* _Source records_:
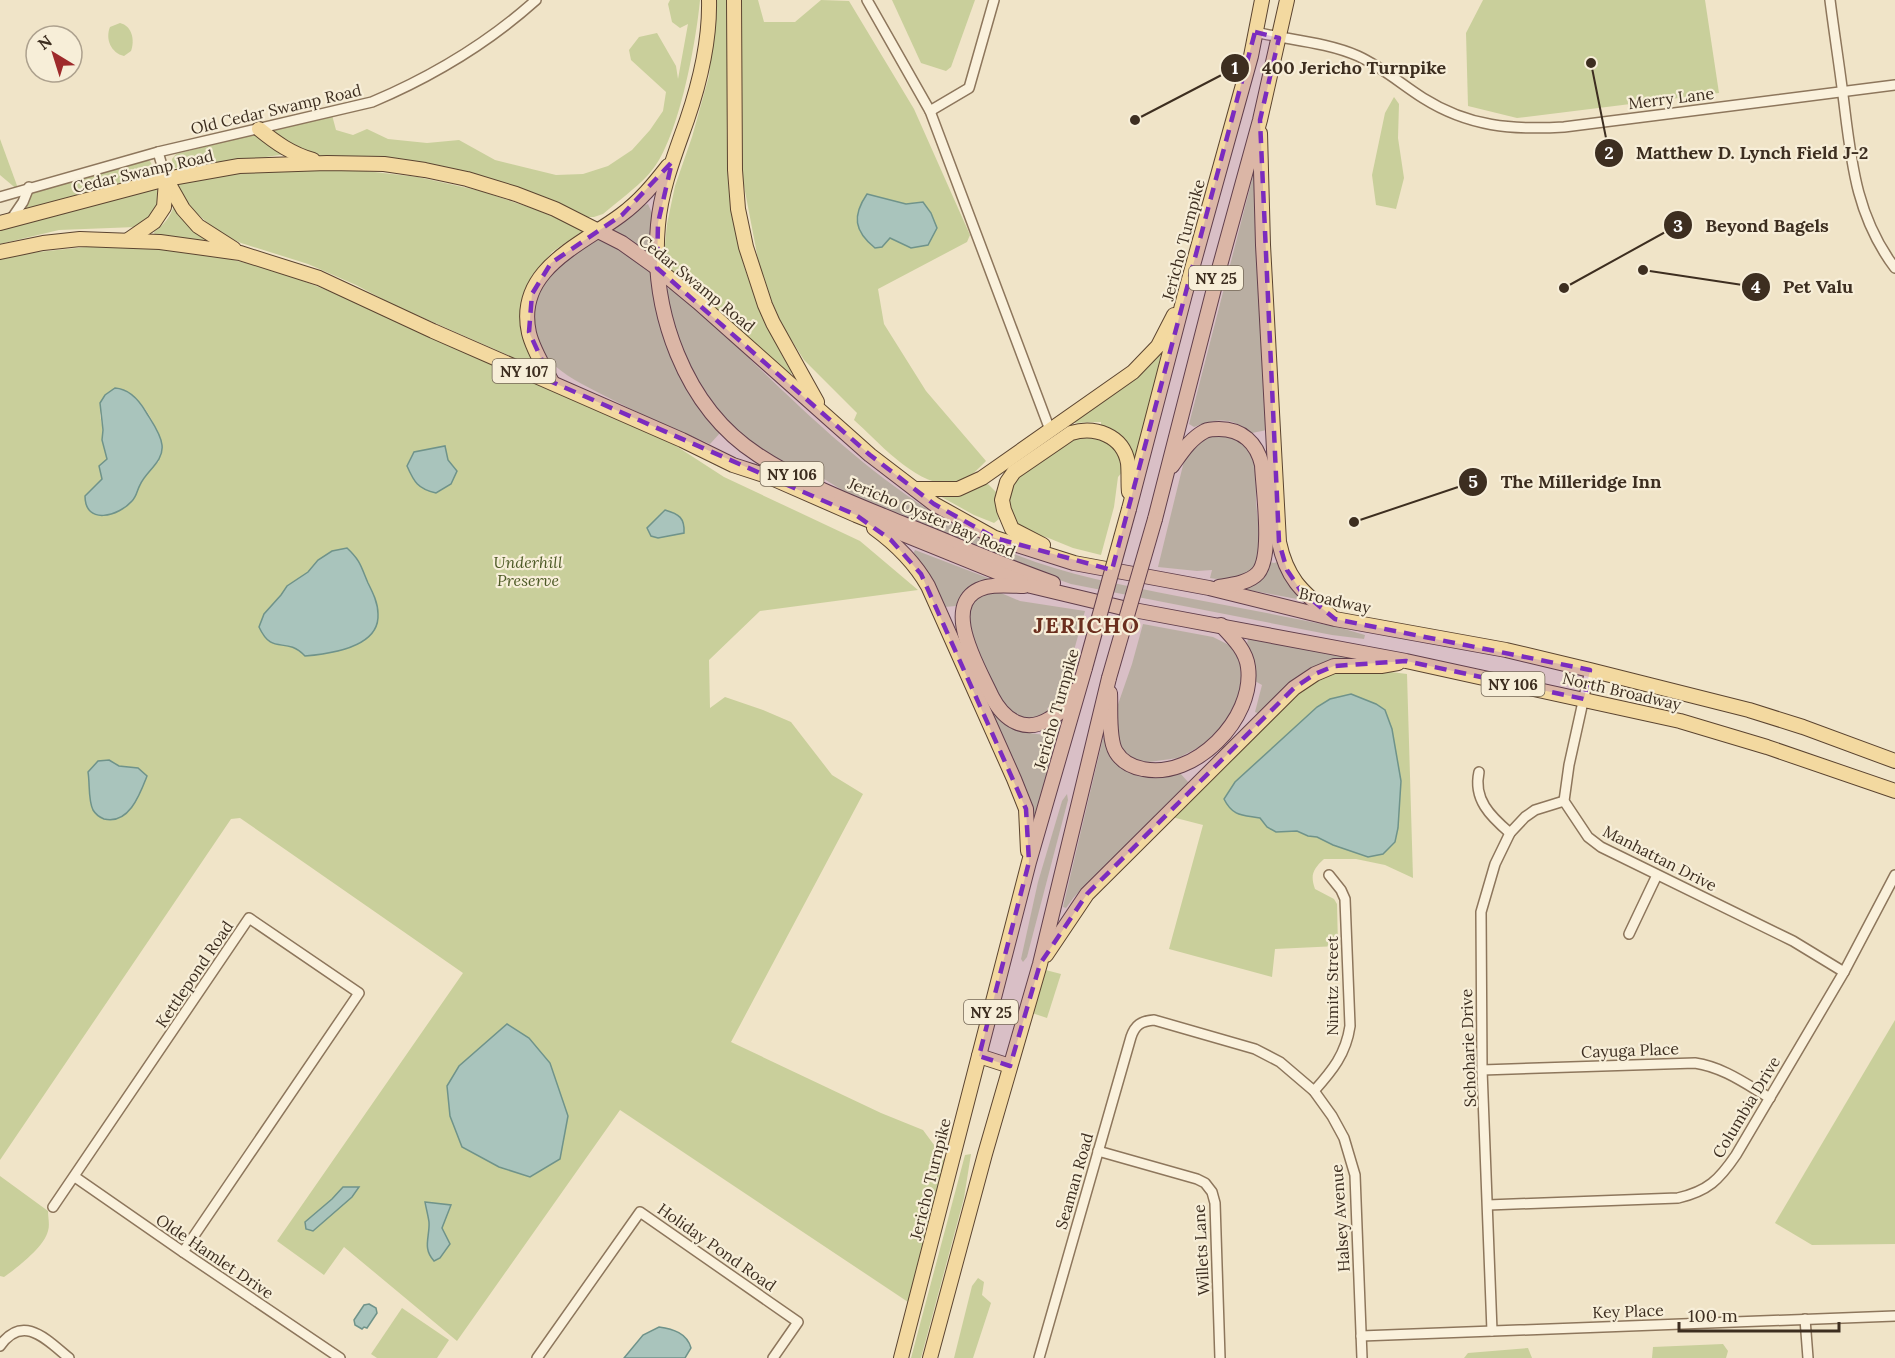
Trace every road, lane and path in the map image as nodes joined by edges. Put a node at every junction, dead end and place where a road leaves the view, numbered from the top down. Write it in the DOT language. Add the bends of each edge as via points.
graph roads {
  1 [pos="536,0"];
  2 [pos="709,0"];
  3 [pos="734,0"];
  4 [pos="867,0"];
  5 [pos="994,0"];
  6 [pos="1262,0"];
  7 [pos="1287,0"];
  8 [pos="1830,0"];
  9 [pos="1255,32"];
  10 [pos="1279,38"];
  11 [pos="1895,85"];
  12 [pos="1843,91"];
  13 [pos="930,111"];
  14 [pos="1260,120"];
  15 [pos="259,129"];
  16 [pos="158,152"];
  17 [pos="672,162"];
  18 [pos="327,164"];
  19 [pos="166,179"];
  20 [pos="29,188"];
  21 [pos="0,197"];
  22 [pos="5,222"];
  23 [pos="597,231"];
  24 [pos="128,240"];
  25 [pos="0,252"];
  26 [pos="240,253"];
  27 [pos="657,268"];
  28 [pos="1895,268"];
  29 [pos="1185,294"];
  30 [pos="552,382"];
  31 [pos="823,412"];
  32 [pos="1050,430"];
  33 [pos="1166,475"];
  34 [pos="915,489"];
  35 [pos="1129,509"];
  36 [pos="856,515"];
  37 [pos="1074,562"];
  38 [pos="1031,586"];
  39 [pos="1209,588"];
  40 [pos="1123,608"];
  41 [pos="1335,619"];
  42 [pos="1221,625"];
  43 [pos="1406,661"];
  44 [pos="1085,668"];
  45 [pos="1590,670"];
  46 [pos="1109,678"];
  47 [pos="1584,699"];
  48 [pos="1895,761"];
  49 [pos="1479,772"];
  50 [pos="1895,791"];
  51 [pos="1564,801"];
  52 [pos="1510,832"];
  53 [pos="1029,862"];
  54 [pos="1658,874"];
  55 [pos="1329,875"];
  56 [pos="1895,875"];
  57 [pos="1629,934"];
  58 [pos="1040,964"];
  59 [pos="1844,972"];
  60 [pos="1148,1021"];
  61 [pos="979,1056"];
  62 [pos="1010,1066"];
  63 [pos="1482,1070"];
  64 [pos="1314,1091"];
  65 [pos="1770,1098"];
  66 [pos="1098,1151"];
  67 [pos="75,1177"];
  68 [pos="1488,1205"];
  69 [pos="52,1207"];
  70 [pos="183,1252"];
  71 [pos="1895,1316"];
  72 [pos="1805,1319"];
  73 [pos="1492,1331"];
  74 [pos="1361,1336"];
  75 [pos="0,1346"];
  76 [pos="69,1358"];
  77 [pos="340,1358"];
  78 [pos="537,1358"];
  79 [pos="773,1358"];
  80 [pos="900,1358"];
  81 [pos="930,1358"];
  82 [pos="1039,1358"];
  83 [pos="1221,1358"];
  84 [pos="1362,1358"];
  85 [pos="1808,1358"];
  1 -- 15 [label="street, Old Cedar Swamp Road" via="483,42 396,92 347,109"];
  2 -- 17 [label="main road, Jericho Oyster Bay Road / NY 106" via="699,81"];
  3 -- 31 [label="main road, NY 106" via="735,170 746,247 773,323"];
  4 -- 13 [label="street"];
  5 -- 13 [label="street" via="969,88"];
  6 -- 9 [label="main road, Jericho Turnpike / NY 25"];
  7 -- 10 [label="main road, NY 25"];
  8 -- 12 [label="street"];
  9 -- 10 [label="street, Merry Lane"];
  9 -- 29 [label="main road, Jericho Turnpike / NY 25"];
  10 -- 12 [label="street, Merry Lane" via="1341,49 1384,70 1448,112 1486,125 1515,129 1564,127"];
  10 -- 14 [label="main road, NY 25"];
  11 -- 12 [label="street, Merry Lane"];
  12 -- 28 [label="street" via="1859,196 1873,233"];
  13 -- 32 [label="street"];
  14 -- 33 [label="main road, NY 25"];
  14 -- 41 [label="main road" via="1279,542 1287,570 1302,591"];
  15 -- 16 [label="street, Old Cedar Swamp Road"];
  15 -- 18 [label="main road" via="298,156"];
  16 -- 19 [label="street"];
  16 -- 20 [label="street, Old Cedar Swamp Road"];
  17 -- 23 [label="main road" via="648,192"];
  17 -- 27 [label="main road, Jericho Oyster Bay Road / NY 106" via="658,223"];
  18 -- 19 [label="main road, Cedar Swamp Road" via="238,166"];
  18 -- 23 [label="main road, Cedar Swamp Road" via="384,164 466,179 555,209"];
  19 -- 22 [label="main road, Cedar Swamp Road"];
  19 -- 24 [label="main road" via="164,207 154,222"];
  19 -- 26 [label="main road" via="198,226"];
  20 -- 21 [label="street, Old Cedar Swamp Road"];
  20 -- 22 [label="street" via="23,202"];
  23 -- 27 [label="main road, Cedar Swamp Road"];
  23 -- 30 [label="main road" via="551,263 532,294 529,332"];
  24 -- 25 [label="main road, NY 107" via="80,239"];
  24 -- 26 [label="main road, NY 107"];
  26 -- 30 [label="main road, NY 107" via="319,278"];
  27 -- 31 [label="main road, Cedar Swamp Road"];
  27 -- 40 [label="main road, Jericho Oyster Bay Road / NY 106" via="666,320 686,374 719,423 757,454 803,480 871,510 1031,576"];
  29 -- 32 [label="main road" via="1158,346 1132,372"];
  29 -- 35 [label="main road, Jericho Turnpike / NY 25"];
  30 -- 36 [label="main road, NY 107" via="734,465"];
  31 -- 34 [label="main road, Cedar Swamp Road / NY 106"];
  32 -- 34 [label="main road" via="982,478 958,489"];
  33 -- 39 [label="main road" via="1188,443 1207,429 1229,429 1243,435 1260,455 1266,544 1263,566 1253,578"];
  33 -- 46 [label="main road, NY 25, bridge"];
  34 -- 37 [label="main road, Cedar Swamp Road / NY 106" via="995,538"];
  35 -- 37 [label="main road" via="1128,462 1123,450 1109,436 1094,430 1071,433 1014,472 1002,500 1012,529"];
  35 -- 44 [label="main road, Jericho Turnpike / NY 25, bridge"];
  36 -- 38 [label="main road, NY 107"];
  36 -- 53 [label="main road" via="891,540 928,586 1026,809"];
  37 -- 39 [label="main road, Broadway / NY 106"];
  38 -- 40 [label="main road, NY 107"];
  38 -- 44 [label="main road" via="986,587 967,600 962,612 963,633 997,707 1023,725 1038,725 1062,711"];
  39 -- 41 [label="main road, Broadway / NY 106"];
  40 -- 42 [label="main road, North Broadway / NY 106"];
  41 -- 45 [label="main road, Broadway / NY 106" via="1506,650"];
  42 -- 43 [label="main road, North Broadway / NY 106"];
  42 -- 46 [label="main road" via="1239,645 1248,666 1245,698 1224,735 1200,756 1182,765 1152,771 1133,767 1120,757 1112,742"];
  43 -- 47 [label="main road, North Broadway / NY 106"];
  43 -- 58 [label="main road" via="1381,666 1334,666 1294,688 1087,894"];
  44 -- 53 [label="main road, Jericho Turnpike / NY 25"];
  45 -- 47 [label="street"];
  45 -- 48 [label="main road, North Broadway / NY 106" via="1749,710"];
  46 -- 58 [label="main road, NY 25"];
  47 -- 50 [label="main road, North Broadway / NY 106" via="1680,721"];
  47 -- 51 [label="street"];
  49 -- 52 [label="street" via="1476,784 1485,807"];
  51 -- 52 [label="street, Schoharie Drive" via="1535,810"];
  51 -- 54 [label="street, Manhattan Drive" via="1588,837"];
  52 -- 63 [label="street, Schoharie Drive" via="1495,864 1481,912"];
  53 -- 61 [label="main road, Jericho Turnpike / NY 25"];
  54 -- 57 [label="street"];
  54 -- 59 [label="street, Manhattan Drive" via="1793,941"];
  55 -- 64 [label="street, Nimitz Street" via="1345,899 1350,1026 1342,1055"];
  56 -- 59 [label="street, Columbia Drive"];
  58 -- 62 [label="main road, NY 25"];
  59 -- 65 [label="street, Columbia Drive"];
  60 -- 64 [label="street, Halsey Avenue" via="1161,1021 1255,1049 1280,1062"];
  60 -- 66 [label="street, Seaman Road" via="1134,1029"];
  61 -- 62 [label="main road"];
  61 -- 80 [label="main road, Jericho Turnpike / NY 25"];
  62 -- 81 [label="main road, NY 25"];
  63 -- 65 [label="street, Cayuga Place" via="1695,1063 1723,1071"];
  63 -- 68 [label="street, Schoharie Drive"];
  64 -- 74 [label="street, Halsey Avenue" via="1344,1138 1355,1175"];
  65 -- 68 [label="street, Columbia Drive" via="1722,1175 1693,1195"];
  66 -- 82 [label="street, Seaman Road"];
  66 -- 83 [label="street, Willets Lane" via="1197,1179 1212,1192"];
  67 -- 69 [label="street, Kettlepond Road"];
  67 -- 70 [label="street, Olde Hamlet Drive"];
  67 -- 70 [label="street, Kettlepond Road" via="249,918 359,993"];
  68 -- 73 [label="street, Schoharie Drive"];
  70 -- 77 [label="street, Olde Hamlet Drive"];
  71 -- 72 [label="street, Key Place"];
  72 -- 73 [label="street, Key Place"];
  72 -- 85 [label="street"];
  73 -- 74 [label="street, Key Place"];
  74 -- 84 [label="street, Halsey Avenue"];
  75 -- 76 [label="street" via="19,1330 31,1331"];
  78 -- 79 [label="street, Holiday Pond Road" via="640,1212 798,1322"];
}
...
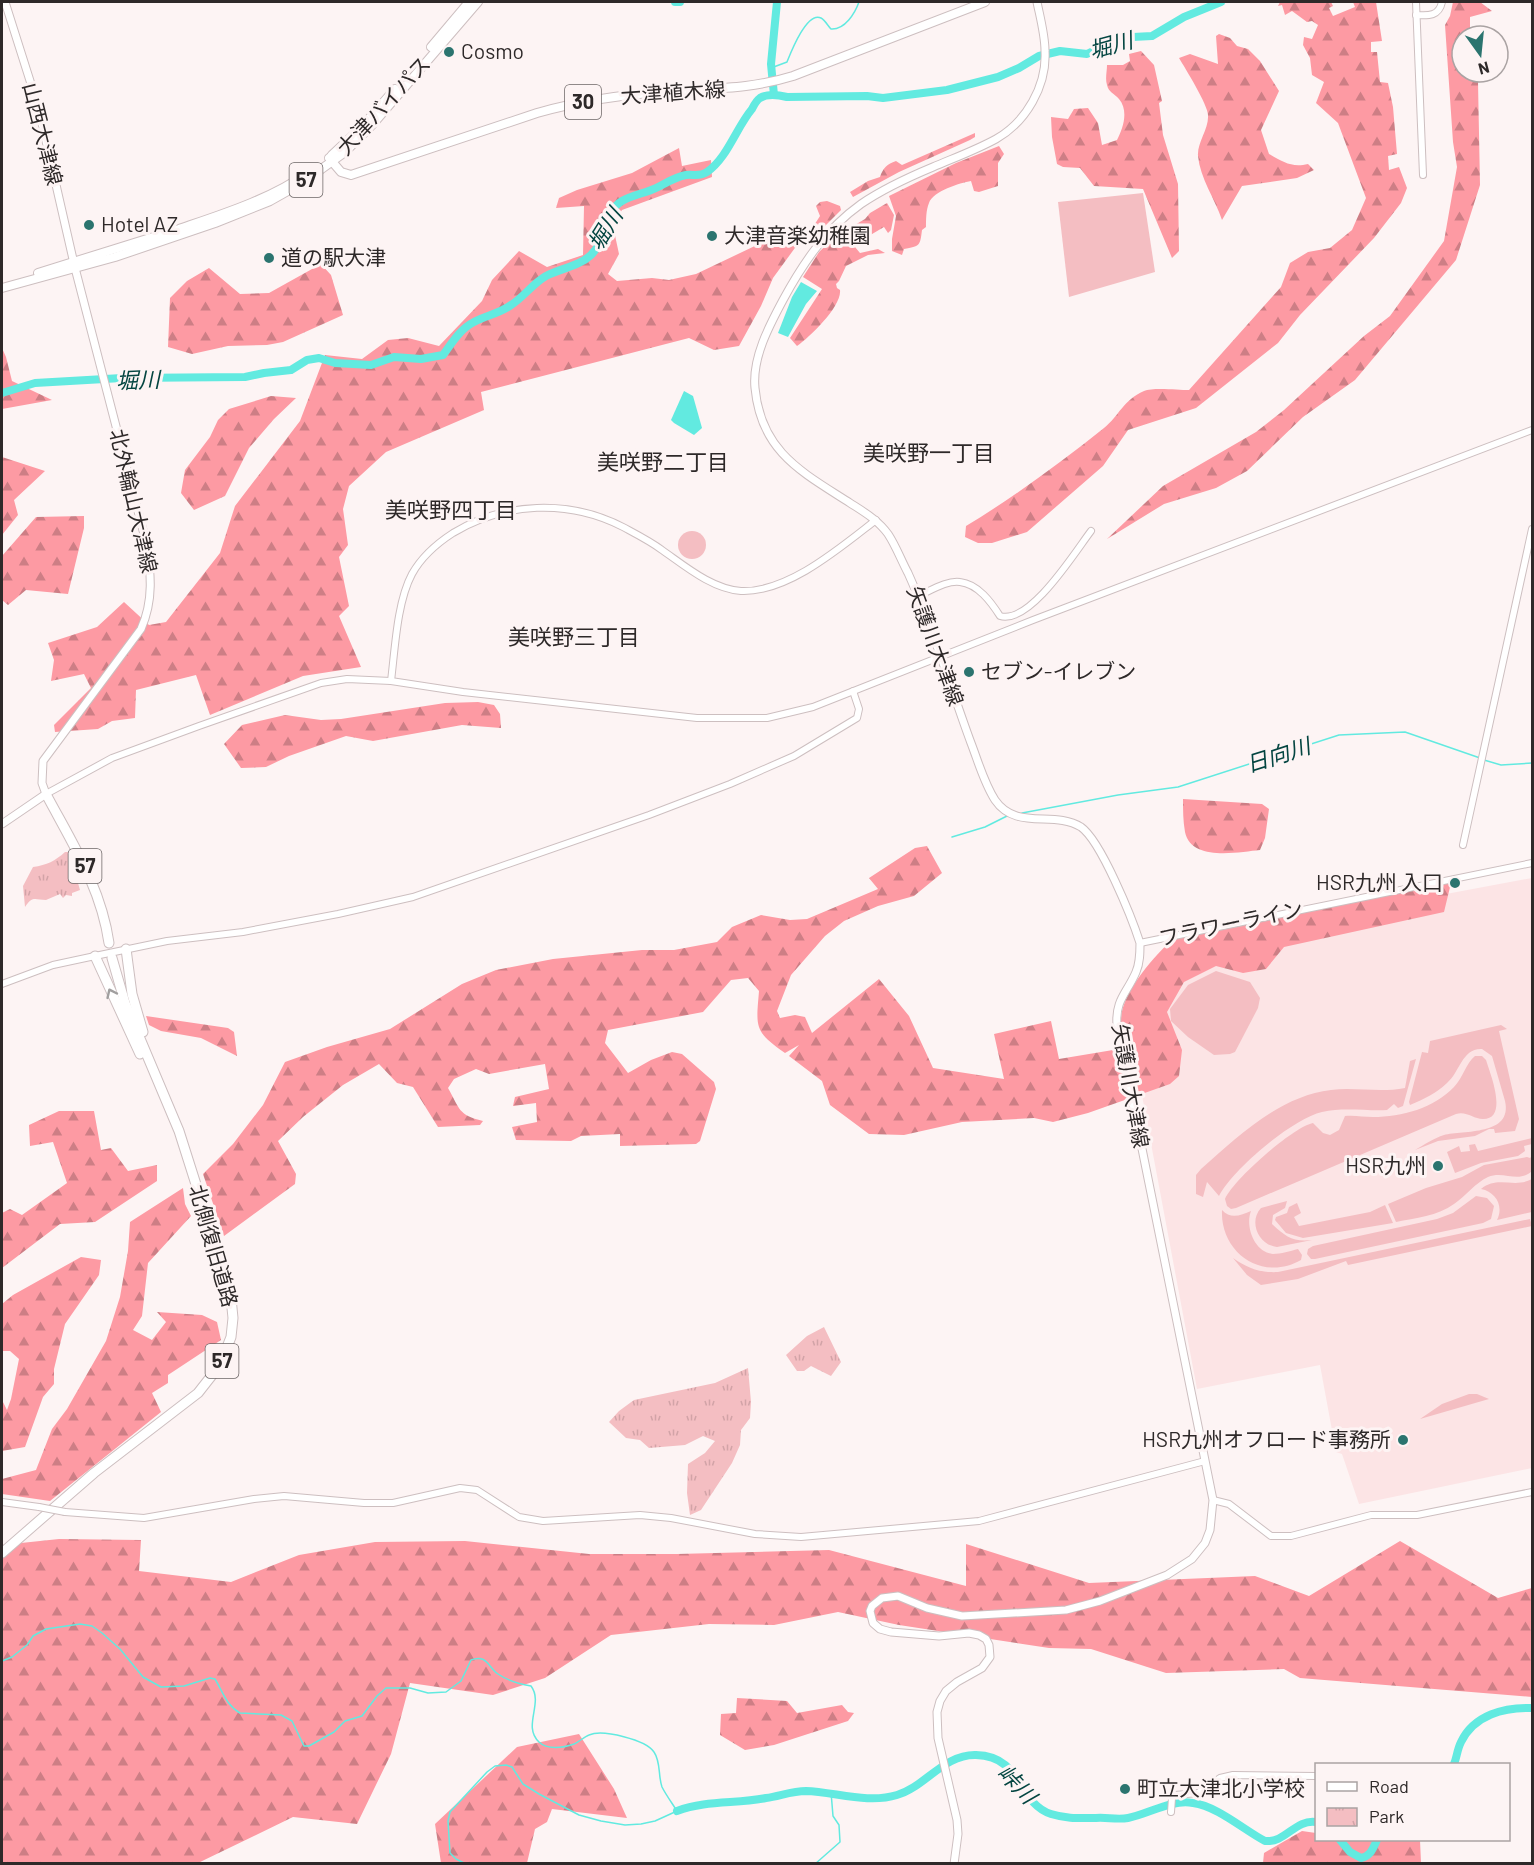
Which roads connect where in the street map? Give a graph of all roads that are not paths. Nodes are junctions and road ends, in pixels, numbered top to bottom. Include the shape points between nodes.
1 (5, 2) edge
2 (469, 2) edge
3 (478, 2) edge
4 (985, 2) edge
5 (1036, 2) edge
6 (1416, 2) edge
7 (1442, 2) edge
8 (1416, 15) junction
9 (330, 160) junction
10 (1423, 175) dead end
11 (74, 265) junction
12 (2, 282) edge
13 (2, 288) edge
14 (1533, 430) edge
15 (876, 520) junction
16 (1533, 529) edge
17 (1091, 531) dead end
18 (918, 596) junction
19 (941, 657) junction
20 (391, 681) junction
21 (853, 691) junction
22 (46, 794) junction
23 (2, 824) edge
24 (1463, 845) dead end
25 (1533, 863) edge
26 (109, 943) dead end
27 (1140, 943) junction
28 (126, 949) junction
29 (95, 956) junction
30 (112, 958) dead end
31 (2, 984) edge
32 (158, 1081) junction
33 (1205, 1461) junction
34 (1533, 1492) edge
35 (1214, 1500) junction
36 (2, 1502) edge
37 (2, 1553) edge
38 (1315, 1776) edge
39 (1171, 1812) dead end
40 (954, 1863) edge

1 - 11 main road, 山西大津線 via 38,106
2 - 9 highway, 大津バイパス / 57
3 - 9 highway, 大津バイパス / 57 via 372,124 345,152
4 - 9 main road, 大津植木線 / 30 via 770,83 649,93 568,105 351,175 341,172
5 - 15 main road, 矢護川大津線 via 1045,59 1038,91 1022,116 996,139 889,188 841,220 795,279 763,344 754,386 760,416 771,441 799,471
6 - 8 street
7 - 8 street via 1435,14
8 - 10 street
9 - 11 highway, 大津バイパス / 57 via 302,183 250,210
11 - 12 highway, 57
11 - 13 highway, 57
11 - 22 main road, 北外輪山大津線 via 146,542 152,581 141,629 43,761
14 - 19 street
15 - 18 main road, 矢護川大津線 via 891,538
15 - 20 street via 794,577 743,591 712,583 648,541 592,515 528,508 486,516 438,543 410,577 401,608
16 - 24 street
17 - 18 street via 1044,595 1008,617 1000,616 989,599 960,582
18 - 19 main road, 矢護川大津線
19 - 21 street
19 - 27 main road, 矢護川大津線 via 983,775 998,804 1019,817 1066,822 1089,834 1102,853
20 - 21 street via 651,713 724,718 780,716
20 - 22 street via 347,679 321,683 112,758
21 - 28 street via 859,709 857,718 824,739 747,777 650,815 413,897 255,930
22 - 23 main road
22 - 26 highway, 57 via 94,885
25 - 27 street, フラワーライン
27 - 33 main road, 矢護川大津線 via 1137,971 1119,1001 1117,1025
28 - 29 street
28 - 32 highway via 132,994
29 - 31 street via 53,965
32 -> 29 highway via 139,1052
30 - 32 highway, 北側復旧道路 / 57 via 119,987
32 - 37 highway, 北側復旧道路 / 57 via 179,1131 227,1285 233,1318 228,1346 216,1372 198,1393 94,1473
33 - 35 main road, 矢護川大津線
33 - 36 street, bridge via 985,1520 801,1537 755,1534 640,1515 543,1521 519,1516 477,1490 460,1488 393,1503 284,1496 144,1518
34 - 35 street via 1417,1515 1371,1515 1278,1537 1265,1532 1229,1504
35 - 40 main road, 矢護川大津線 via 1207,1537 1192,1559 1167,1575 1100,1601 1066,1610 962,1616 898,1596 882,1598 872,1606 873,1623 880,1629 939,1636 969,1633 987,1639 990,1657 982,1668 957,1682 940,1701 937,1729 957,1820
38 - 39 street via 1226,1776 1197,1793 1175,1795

* _What to produce_: A single number is expected: how many lines in the material above contain the word "Olde".

* _Written response_: 2